Writer-director Steven Caple Jr’s grim social-realist portrait of at-risk young people offers no solutions, which is a valid artistic choice, but likewise offers little originality or drama. This is misery porn with no climax, and ultimately a double-whammy of liberal guilt. Not only must we feel bad for the kids born into these circumstances, there’s the added discomfort that the movie can’t get us to care.

Doing the best he can with flimsy material is Jorge Lendeborg Jr as Cisco, a good kid despite the occasional theft and battery. He lives with his ex-junkie uncle (Kim Coates) in a repulsive greasy spoon that doubles as a makeshift brothel for a strung-out hanger-on, played by Erykah Badu. The only thing Cisco is good at is skateboarding with his buddies, which include the fun one (Moises Arias), the angelic one (Ezri Walker) and the ladies’ man (Rafi Gavron).
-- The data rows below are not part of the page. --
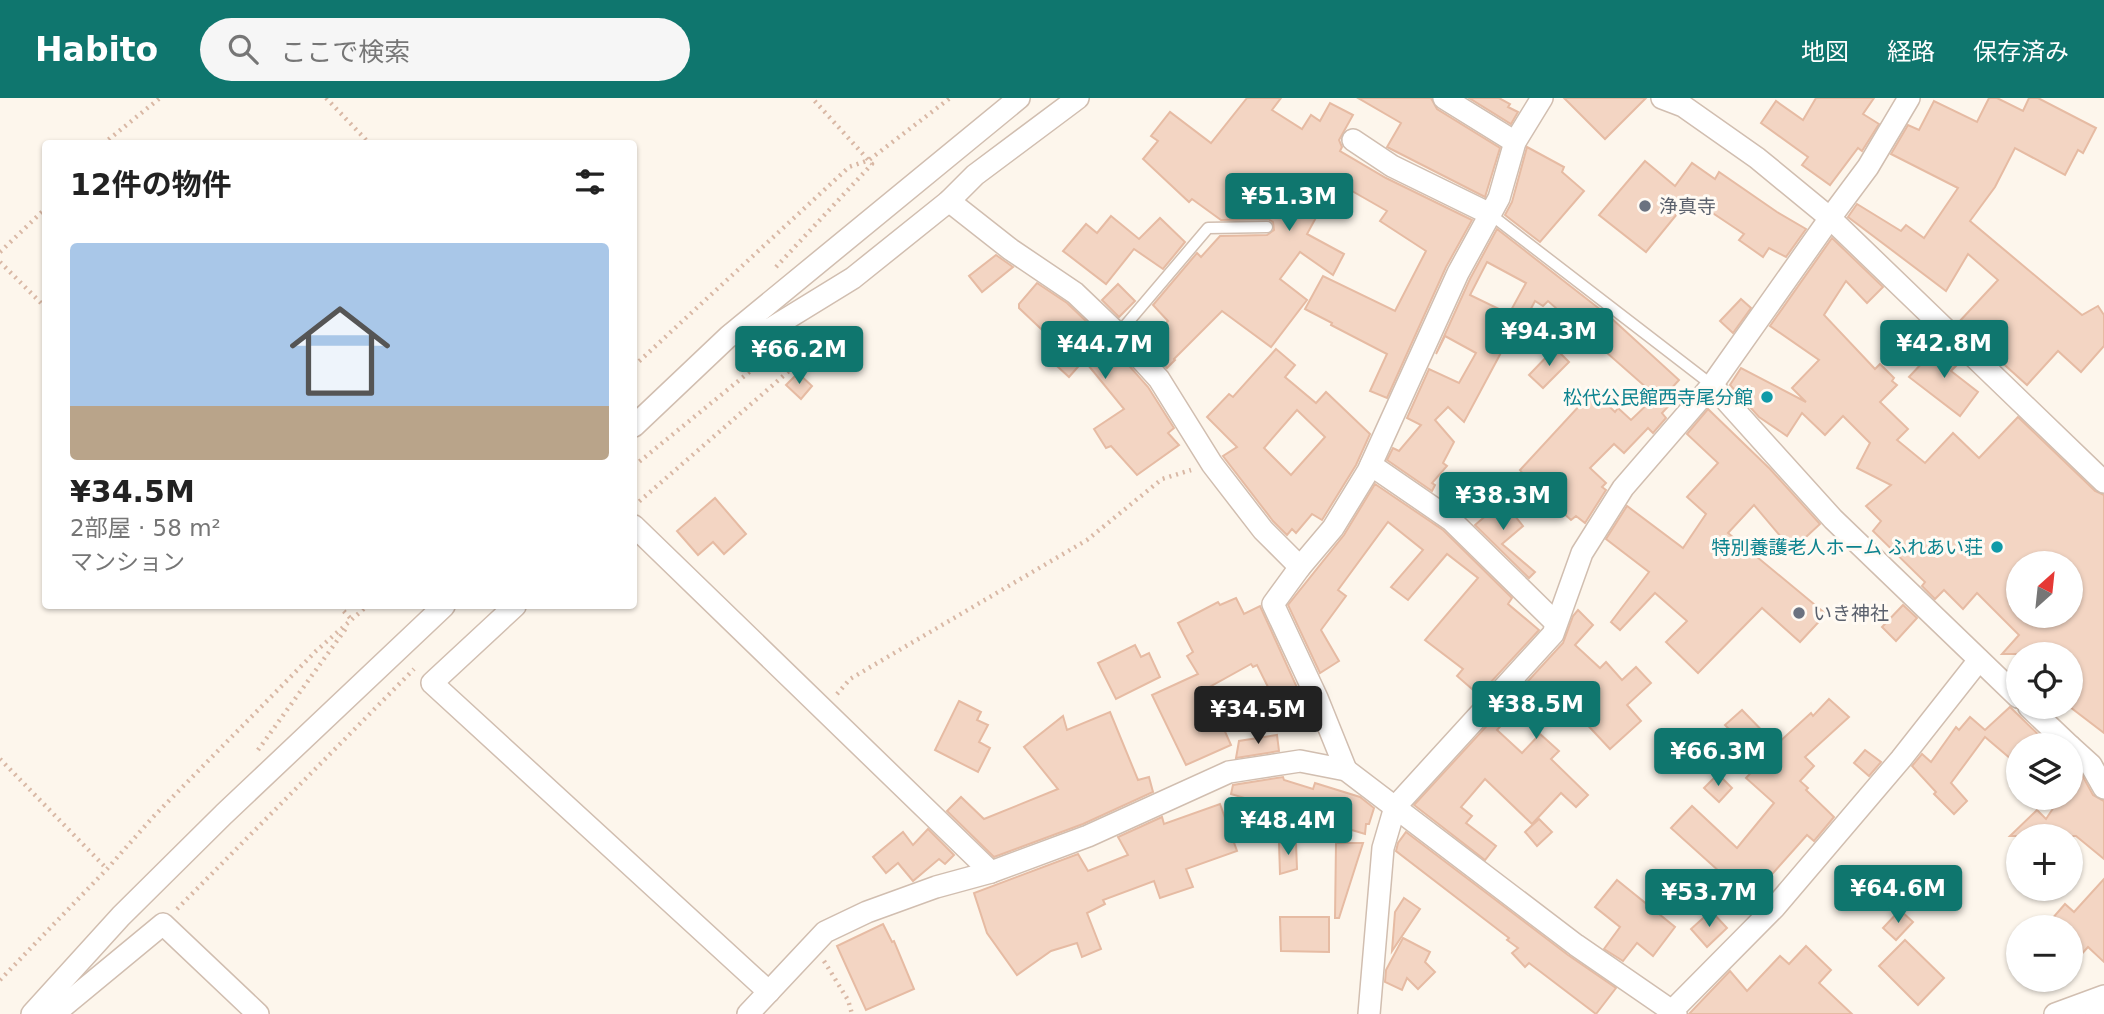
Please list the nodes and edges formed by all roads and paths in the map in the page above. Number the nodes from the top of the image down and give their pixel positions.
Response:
1 (160, 98) edge
2 (326, 98) edge
3 (812, 98) edge
4 (950, 98) edge
5 (1019, 98) edge
6 (1078, 98) edge
7 (1444, 98) edge
8 (1542, 98) edge
9 (1662, 98) edge
10 (1909, 98) edge
11 (108, 140) edge
12 (366, 140) edge
13 (1353, 140) dead end
14 (1515, 142) junction
15 (869, 160) junction
16 (950, 201) junction
17 (42, 212) edge
18 (1490, 214) junction
19 (1830, 218) junction
20 (1267, 227) dead end
21 (0, 252) edge
22 (0, 262) edge
23 (768, 276) dead end
24 (42, 304) edge
25 (808, 324) dead end
26 (1118, 334) junction
27 (729, 335) junction
28 (778, 349) dead end
29 (637, 363) edge
30 (1712, 385) junction
31 (637, 423) edge
32 (637, 464) edge
33 (1212, 464) junction
34 (1371, 465) junction
35 (2104, 482) edge
36 (637, 503) edge
37 (637, 529) edge
38 (1300, 567) junction
39 (342, 609) edge
40 (363, 609) edge
41 (441, 609) edge
42 (512, 609) edge
43 (352, 619) junction
44 (1556, 623) junction
45 (1979, 660) junction
46 (416, 667) dead end
47 (2006, 686) edge
48 (823, 710) junction
49 (2042, 719) edge
50 (2056, 733) edge
51 (256, 752) dead end
52 (2083, 758) edge
53 (0, 759) edge
54 (1346, 770) junction
55 (2104, 788) edge
56 (1395, 807) junction
57 (107, 869) junction
58 (991, 872) junction
59 (163, 924) junction
60 (813, 943) junction
61 (0, 980) edge
62 (768, 992) junction
63 (2104, 996) edge
64 (2104, 1006) edge
65 (1672, 1013) edge
66 (32, 1014) edge
67 (54, 1014) edge
68 (258, 1014) edge
69 (748, 1014) edge
70 (852, 1014) edge
71 (1369, 1014) edge
72 (2055, 1014) edge
73 (2099, 1014) edge

1 - 11 path
2 - 12 path
3 - 15 path
4 - 15 path
5 - 27 street
6 - 16 street
7 - 14 street
8 - 14 street
9 - 19 street
10 - 19 street
13 - 18 street
14 - 18 street
15 - 23 path
15 - 29 path
16 - 26 street
16 - 27 street
17 - 21 path
18 - 30 lane
18 - 34 street
19 - 30 street
19 - 35 street
20 - 26 lane
22 - 24 path
25 - 36 path
26 - 33 street
27 - 31 street
28 - 32 path
30 - 44 street
30 - 45 street
33 - 38 street
33 - 48 path
34 - 38 street
34 - 44 street
37 - 48 street
38 - 54 street
39 - 43 path
40 - 43 path
41 - 66 street
42 - 62 street
43 - 51 path
43 - 57 path
44 - 56 street
45 - 47 street
45 - 65 street
46 - 59 path
48 - 58 street
49 - 50 street
52 - 55 street
53 - 57 path
54 - 56 street
54 - 58 street
56 - 65 street
56 - 71 street
57 - 61 path
58 - 60 street
59 - 67 street
59 - 68 street
60 - 62 street
60 - 70 path
62 - 69 street
63 - 72 street
64 - 73 street

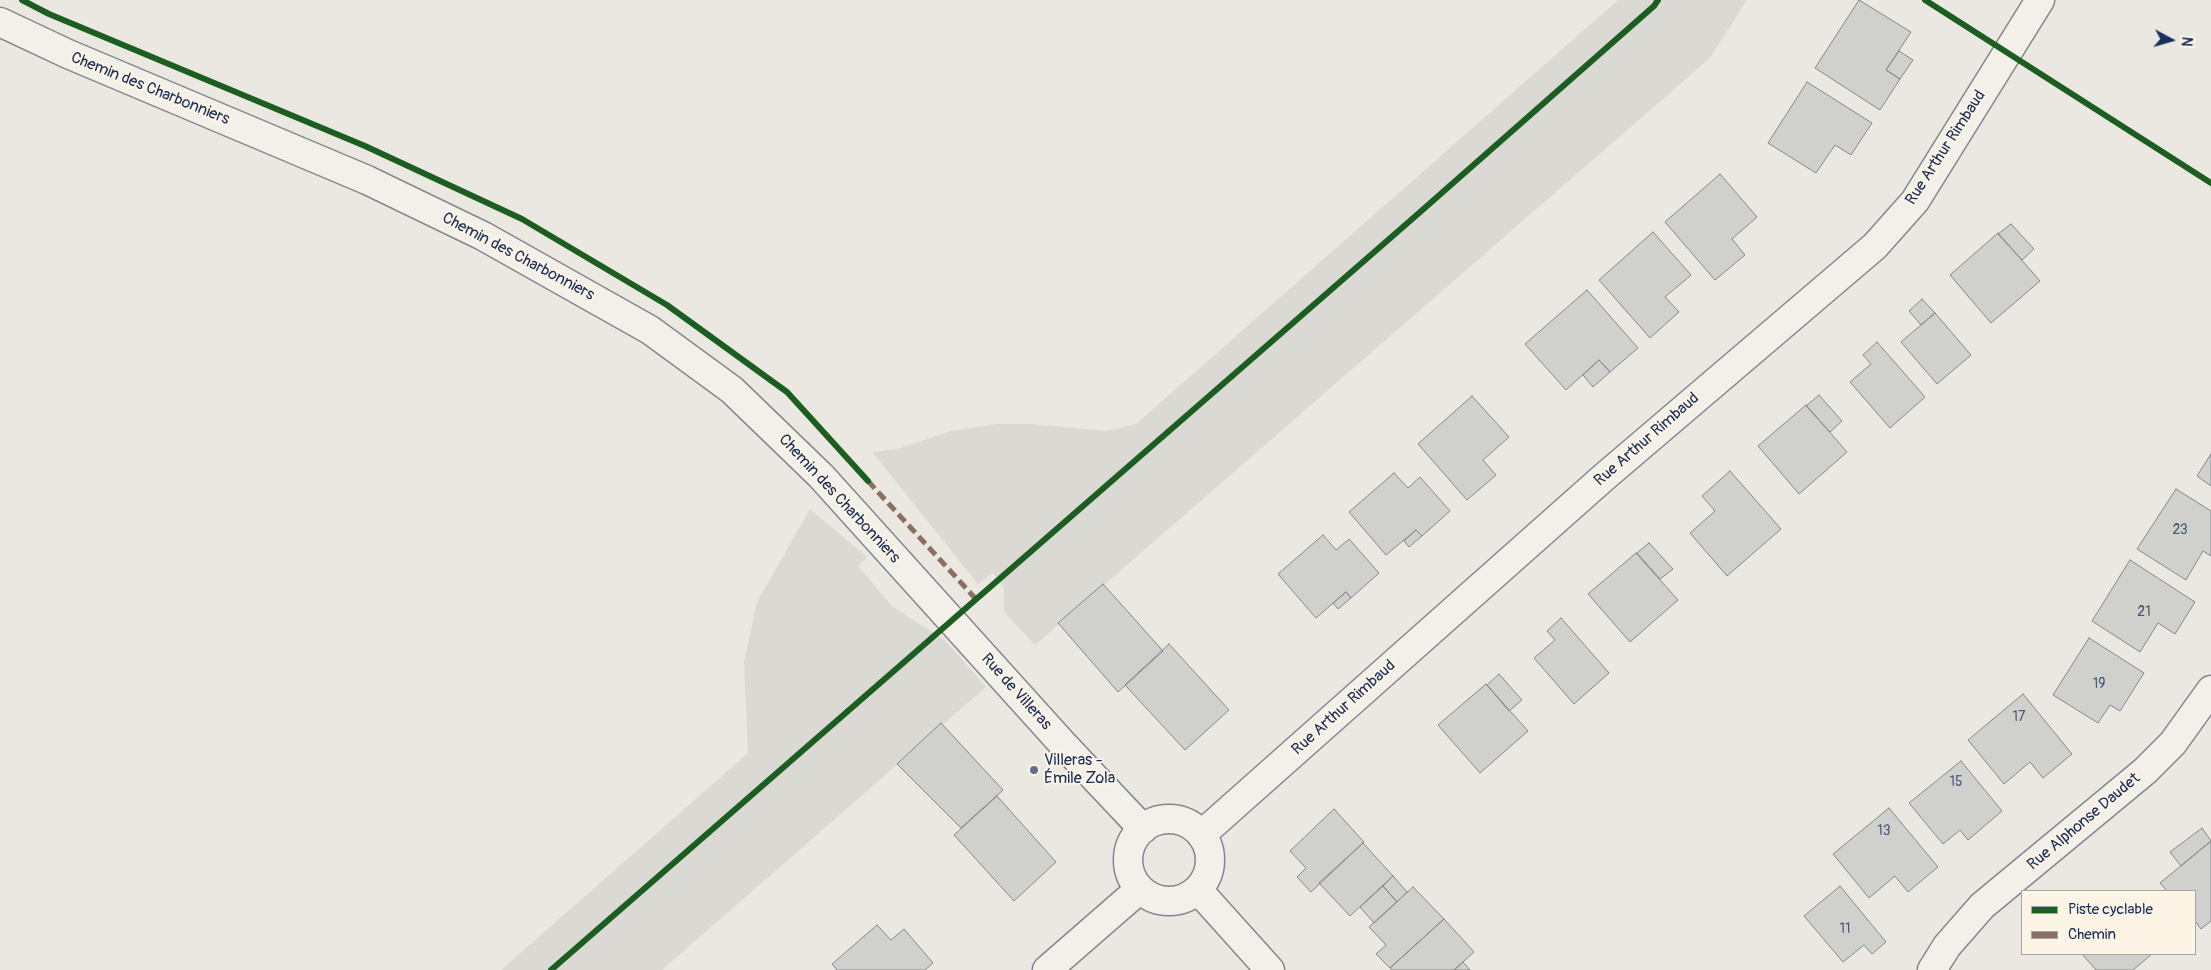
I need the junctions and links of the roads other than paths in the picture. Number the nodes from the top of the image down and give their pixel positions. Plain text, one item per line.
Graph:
1 (2040, 0) edge
2 (0, 22) edge
3 (951, 620) joint
4 (2211, 690) edge
5 (1143, 829) junction
6 (1201, 835) junction
7 (1140, 889) junction
8 (1198, 890) junction
9 (1047, 970) edge
10 (1270, 970) edge
11 (1932, 970) edge

1 - 6 street, Rue Arthur Rimbaud
2 - 3 street, Chemin des Charbonniers
3 - 5 street, Rue de Villeras
4 - 11 street, Rue Alphonse Daudet
5 - 6 street
5 - 7 street
6 - 8 street
7 - 8 street
7 - 9 street
8 - 10 street

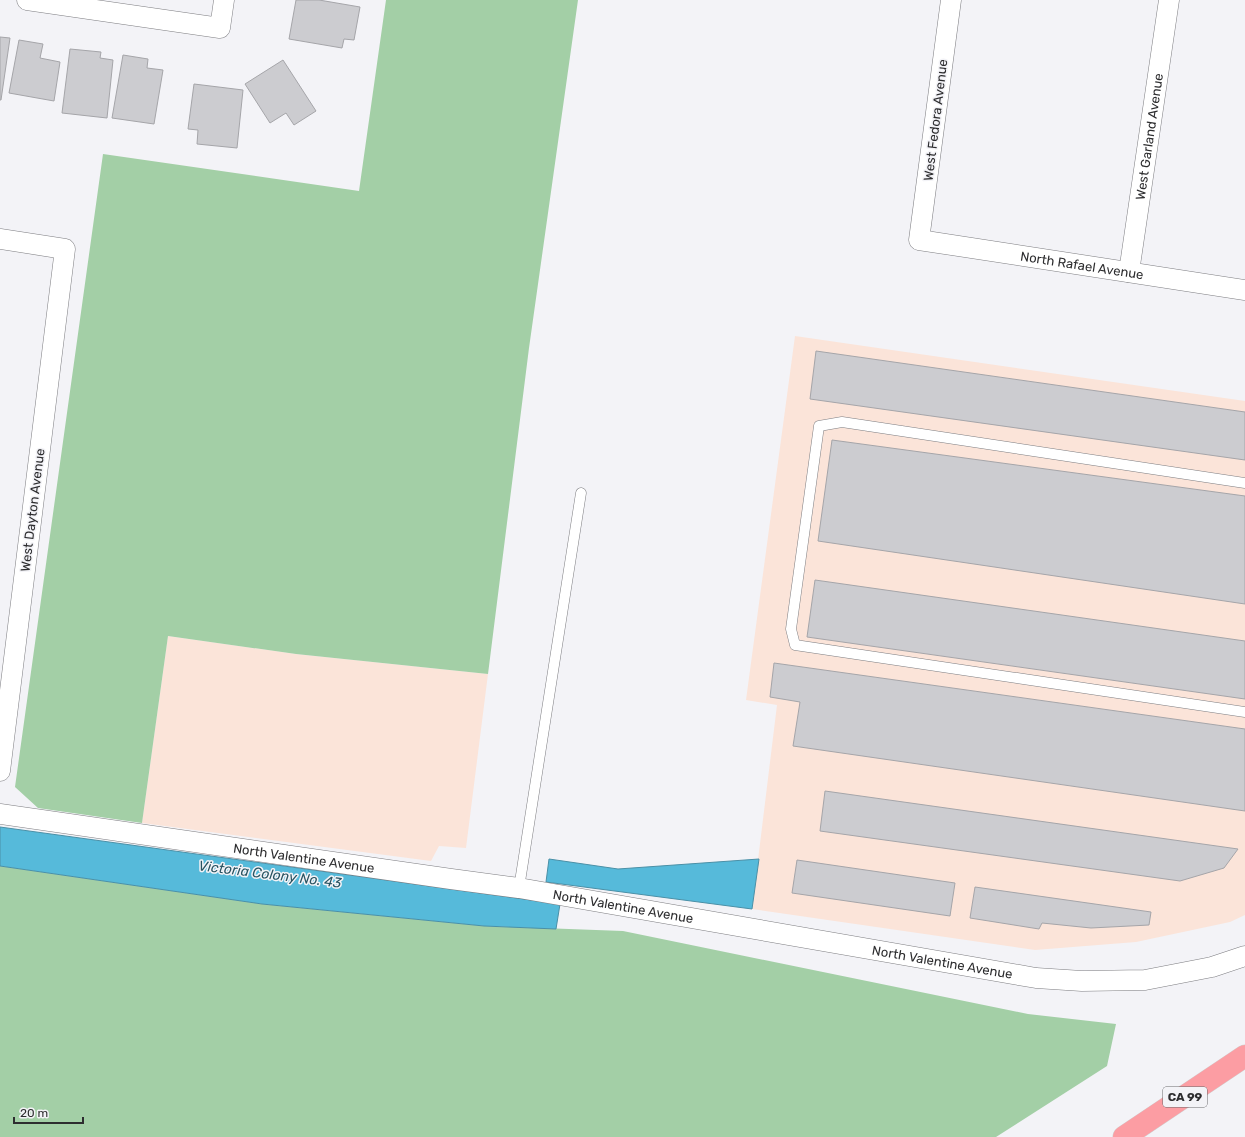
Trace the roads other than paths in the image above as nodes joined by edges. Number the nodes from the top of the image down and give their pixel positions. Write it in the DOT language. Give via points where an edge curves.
graph roads {
  1 [pos="27,0"];
  2 [pos="224,0"];
  3 [pos="951,0"];
  4 [pos="1169,0"];
  5 [pos="0,239"];
  6 [pos="919,240"];
  7 [pos="1129,272"];
  8 [pos="1245,290"];
  9 [pos="1245,483"];
  10 [pos="581,493"];
  11 [pos="1245,712"];
  12 [pos="0,771"];
  13 [pos="0,814"];
  14 [pos="520,888"];
  15 [pos="1245,956"];
  16 [pos="1245,1056"];
  17 [pos="1124,1137"];
  1 -- 2 [label="street" via="220,28"];
  3 -- 6 [label="street, West Fedora Avenue"];
  4 -- 7 [label="street, West Garland Avenue"];
  5 -- 12 [label="street, West Dayton Avenue" via="65,249"];
  6 -- 7 [label="street, North Rafael Avenue"];
  7 -- 8 [label="street, North Rafael Avenue"];
  9 -- 11 [label="lane" via="842,422 819,426 791,629 795,645"];
  10 -- 14 [label="lane"];
  13 -- 14 [label="street, North Valentine Avenue"];
  14 -- 15 [label="street, North Valentine Avenue" via="1036,978 1082,981 1145,980 1212,967"];
  16 -- 17 [label="highway, CA 99"];
}
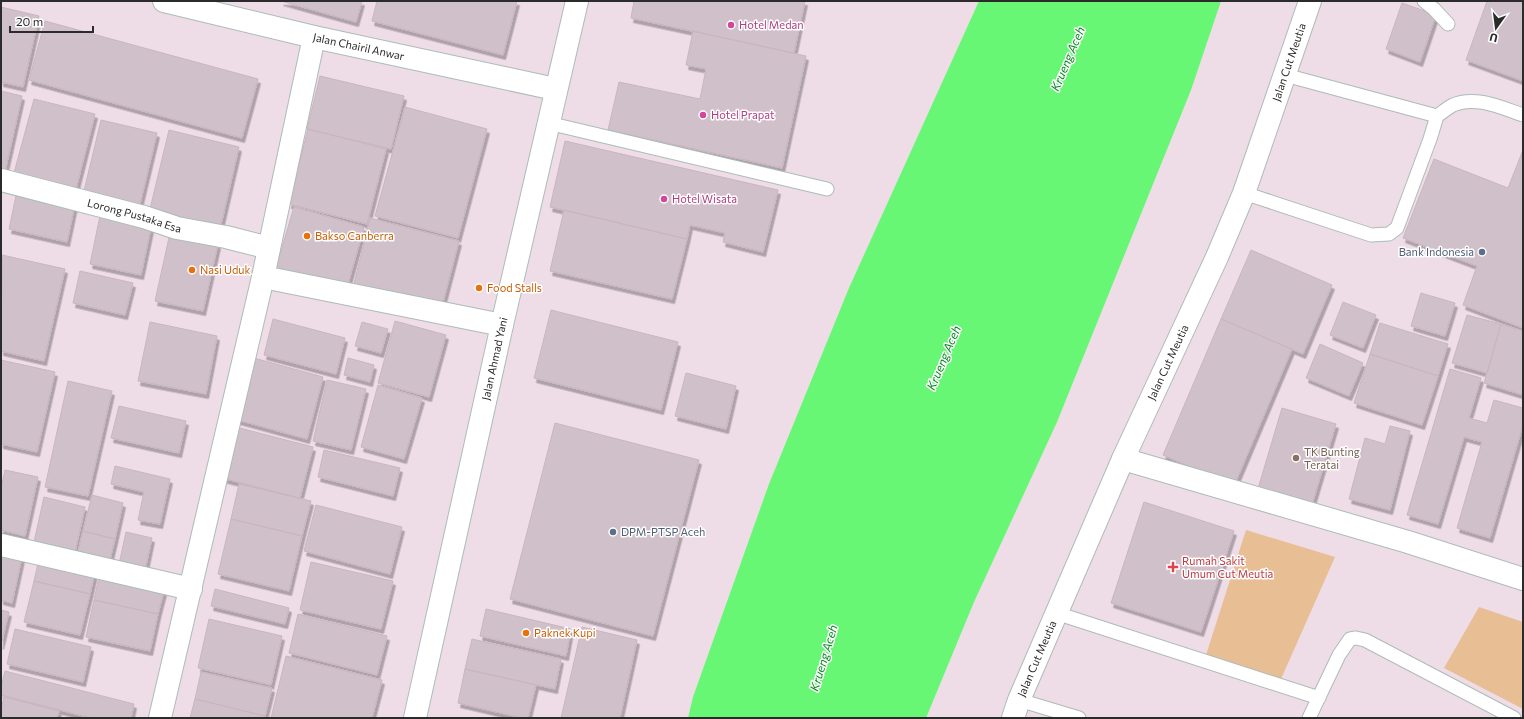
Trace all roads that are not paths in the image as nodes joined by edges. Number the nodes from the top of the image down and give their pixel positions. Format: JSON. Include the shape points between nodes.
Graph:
{"nodes":[{"id":1,"x":164,"y":1,"type":"edge"},
{"id":2,"x":577,"y":1,"type":"edge"},
{"id":3,"x":1310,"y":1,"type":"edge"},
{"id":4,"x":1424,"y":1,"type":"edge"},
{"id":5,"x":1448,"y":24,"type":"dead end"},
{"id":6,"x":314,"y":37,"type":"junction"},
{"id":7,"x":1285,"y":75,"type":"junction"},
{"id":8,"x":555,"y":89,"type":"junction"},
{"id":9,"x":1523,"y":115,"type":"edge"},
{"id":10,"x":1437,"y":116,"type":"junction"},
{"id":11,"x":548,"y":123,"type":"junction"},
{"id":12,"x":1,"y":180,"type":"edge"},
{"id":13,"x":827,"y":190,"type":"dead end"},
{"id":14,"x":1244,"y":193,"type":"junction"},
{"id":15,"x":269,"y":248,"type":"junction"},
{"id":16,"x":263,"y":277,"type":"junction"},
{"id":17,"x":502,"y":325,"type":"junction"},
{"id":18,"x":1123,"y":459,"type":"junction"},
{"id":19,"x":1,"y":545,"type":"edge"},
{"id":20,"x":1523,"y":579,"type":"edge"},
{"id":21,"x":191,"y":589,"type":"junction"},
{"id":22,"x":1056,"y":613,"type":"junction"},
{"id":23,"x":1319,"y":698,"type":"junction"},
{"id":24,"x":1016,"y":709,"type":"edge"},
{"id":25,"x":160,"y":718,"type":"edge"},
{"id":26,"x":415,"y":718,"type":"edge"},
{"id":27,"x":1079,"y":718,"type":"edge"},
{"id":28,"x":1309,"y":718,"type":"edge"},
{"id":29,"x":1514,"y":718,"type":"edge"}],
"edges":[{"from":1,"to":6,"type":"street","name":"Jalan Chairil Anwar"},
{"from":2,"to":8,"type":"street","name":"Jalan Ahmad Yani"},
{"from":3,"to":7,"type":"street","name":"Jalan Cut Meutia"},
{"from":4,"to":5,"type":"lane"},
{"from":6,"to":8,"type":"street","name":"Jalan Chairil Anwar"},
{"from":6,"to":15,"type":"street"},
{"from":7,"to":10,"type":"lane"},
{"from":7,"to":14,"type":"street","name":"Jalan Cut Meutia"},
{"from":8,"to":11,"type":"street","name":"Jalan Ahmad Yani"},
{"from":9,"to":10,"type":"lane","via":[[1489,104],[1467,102],[1452,105]]},
{"from":10,"to":14,"type":"lane","via":[[1397,228],[1389,234],[1371,235]]},
{"from":11,"to":13,"type":"lane"},
{"from":11,"to":17,"type":"street","name":"Jalan Ahmad Yani"},
{"from":12,"to":15,"type":"street","name":"Lorong Pustaka Esa","via":[[177,228]]},
{"from":14,"to":18,"type":"street","name":"Jalan Cut Meutia","via":[[1217,258]]},
{"from":15,"to":16,"type":"street"},
{"from":16,"to":17,"type":"street"},
{"from":16,"to":21,"type":"street"},
{"from":17,"to":26,"type":"street","name":"Jalan Ahmad Yani"},
{"from":18,"to":20,"type":"street","via":[[1408,542]]},
{"from":18,"to":22,"type":"street","name":"Jalan Cut Meutia"},
{"from":19,"to":21,"type":"street"},
{"from":21,"to":25,"type":"street"},
{"from":22,"to":23,"type":"lane"},
{"from":22,"to":24,"type":"street","name":"Jalan Cut Meutia"},
{"from":23,"to":28,"type":"lane"},
{"from":23,"to":29,"type":"lane","via":[[1345,645],[1350,639],[1356,638],[1365,640]]},
{"from":24,"to":27,"type":"lane"}]}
Watch the trailer for The Land

There’s a local skate competition they know they’d win if they only had money for the entry fees, but the concept of working at McDonald’s for chump change is less than enticing. They decide to jack another car and, wouldn’t you know it, they accidentally pick one belonging to a local drug runner. But those sacks of MDMA in the trunk may be their ticket to freedom, Cisco thinks, because he’s never seen a movie before.

The scenes of the kids selling drugs and enjoying some power are shot with pizazz, as are Moises Arias’s few scenes at his cold, underlit home with his overworked, caring father (Michael Kenneth Williams in a tender cameo). The film’s sole twist comes when we are introduced to the crime boss who wants to find the pesky kids that stole the stash. We’re anticipating another typical tough guy in an undershirt dropping F-bombs, but it turns out to be a deceptively sweet-looking older white lady (Linda Emond).

Emond has some fun with the part, but with every other beat and performance in The Land completely by the numbers, her scenes feel like they’ve been spliced in from a more entertaining movie. Accepting this unexpected role, even if meant more for symbolic purposes, demands a suspension of disbelief. Momma, as she is called, is a hardworking small business owner hawking artisanal foods, but between loading bags of flour she’s got time, of course, to run a menacing drug operation. Some women really can have it all.

The Land’s eventual violent conclusion is set on the Fourth of July, again, possibly for some deeper meaning, but quite likely just because gun blasts amid slow-mo fireworks look cool. There are sequences of the four prowling the streets on their boards with a fatalist, sinister beauty that show Caple Jr is more than capable of crafting striking compositions. Unfortunately, the jump from image-making to storytelling in this case fails to stick the landing.